# What needs to be done
Consider the records below. How many of their lines include the word "Oaxaca"? State the number and nothing else.

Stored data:
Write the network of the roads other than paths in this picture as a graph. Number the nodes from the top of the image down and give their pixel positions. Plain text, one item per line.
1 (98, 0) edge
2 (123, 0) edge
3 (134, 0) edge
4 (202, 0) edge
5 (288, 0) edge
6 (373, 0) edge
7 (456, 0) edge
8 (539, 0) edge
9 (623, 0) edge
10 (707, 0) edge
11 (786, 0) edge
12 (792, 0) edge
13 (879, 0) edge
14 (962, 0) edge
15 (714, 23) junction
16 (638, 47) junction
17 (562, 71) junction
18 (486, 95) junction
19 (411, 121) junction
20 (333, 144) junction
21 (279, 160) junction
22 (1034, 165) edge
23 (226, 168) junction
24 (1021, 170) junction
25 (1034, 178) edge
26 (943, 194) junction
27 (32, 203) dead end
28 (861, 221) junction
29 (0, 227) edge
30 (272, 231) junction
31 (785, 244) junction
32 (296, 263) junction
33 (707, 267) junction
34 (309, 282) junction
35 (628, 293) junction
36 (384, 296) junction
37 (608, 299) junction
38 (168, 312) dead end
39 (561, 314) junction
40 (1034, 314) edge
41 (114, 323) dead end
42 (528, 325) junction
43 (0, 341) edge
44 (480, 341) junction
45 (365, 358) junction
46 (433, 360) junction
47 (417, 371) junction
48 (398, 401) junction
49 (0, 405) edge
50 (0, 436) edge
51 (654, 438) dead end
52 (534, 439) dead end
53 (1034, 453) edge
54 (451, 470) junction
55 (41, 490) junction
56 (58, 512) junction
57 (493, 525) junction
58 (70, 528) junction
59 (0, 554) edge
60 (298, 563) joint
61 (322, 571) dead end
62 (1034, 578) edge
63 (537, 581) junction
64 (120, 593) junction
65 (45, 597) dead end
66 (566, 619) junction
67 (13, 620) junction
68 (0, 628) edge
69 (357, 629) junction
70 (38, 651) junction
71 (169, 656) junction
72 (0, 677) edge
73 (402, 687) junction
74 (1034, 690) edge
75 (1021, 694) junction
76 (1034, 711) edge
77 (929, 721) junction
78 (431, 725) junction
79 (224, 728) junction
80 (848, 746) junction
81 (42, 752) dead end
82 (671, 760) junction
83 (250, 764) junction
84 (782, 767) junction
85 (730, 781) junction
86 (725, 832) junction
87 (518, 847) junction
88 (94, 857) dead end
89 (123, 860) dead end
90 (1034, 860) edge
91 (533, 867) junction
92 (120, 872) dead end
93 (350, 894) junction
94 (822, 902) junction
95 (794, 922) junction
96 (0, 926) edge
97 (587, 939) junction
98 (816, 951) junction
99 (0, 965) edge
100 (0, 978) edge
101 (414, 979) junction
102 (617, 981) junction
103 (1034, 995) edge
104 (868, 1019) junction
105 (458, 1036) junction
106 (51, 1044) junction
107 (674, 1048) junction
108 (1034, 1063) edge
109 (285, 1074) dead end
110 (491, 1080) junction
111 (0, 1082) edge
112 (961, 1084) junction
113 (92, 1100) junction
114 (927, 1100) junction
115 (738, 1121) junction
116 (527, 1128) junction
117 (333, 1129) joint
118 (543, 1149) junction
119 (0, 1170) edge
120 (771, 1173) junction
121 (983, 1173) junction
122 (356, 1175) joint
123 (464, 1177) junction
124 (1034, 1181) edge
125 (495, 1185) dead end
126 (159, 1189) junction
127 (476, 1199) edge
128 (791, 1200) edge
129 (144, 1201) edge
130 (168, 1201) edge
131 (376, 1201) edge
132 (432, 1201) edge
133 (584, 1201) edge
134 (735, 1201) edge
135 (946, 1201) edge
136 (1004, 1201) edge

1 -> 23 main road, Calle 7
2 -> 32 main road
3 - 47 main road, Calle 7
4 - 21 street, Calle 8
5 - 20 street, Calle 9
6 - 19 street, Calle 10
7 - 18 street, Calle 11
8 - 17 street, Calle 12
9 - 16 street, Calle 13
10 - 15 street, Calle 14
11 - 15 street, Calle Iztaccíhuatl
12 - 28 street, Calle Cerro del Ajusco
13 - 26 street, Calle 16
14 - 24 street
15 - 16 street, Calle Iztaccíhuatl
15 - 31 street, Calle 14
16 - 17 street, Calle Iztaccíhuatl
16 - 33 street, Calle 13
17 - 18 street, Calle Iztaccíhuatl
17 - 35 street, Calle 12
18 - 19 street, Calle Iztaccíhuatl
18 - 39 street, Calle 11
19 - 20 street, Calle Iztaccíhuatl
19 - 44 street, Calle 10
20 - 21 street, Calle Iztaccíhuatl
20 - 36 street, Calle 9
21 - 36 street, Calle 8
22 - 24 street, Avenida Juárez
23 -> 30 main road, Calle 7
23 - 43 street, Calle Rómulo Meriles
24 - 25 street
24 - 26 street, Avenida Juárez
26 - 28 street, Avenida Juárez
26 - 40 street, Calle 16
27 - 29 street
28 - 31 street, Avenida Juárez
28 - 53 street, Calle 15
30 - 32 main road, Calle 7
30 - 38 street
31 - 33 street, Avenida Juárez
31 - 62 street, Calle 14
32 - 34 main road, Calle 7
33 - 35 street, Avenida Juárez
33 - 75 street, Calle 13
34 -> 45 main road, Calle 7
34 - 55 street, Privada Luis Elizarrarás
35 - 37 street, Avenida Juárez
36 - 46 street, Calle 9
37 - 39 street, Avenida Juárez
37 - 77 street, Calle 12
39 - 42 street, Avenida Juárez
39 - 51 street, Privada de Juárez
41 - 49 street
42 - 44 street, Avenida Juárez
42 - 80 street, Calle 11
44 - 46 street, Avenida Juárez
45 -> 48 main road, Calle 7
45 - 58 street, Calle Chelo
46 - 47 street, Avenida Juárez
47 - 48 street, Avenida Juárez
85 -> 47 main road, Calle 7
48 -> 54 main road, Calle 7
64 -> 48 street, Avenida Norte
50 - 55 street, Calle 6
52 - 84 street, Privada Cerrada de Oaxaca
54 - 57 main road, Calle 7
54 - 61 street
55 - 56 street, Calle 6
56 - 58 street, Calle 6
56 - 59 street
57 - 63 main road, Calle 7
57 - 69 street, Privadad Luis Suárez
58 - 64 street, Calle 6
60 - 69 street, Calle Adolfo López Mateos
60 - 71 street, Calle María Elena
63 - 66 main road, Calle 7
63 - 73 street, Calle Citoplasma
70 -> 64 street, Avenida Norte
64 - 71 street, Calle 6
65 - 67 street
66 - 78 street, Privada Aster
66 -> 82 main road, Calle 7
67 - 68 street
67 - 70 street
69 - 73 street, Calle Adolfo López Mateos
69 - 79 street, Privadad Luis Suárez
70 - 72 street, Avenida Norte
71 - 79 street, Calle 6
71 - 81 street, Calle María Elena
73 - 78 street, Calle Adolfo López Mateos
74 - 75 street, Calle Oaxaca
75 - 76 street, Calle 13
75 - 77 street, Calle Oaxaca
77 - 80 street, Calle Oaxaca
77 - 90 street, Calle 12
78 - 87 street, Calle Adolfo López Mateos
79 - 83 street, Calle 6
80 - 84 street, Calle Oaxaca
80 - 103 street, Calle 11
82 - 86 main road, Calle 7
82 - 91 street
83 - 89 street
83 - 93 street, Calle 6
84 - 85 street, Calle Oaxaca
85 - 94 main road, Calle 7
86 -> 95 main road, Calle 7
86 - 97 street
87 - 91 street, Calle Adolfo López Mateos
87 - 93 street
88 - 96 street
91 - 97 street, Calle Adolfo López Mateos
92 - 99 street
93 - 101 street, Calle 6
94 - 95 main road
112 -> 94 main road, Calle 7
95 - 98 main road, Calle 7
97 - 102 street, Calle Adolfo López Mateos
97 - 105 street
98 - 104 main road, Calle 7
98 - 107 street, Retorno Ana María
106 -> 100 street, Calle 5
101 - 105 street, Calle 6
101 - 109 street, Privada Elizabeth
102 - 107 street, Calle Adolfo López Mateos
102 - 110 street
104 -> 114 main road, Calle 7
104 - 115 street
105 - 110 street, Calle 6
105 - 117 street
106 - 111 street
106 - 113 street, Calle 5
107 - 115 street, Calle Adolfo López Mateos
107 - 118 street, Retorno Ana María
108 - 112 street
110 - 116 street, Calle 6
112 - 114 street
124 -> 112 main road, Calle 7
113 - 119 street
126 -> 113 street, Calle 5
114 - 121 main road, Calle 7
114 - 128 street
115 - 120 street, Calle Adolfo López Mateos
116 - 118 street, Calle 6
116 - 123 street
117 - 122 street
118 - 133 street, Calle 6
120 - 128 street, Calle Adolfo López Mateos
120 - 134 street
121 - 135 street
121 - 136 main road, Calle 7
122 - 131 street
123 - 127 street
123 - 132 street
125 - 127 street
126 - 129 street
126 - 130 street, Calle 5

# Output below
6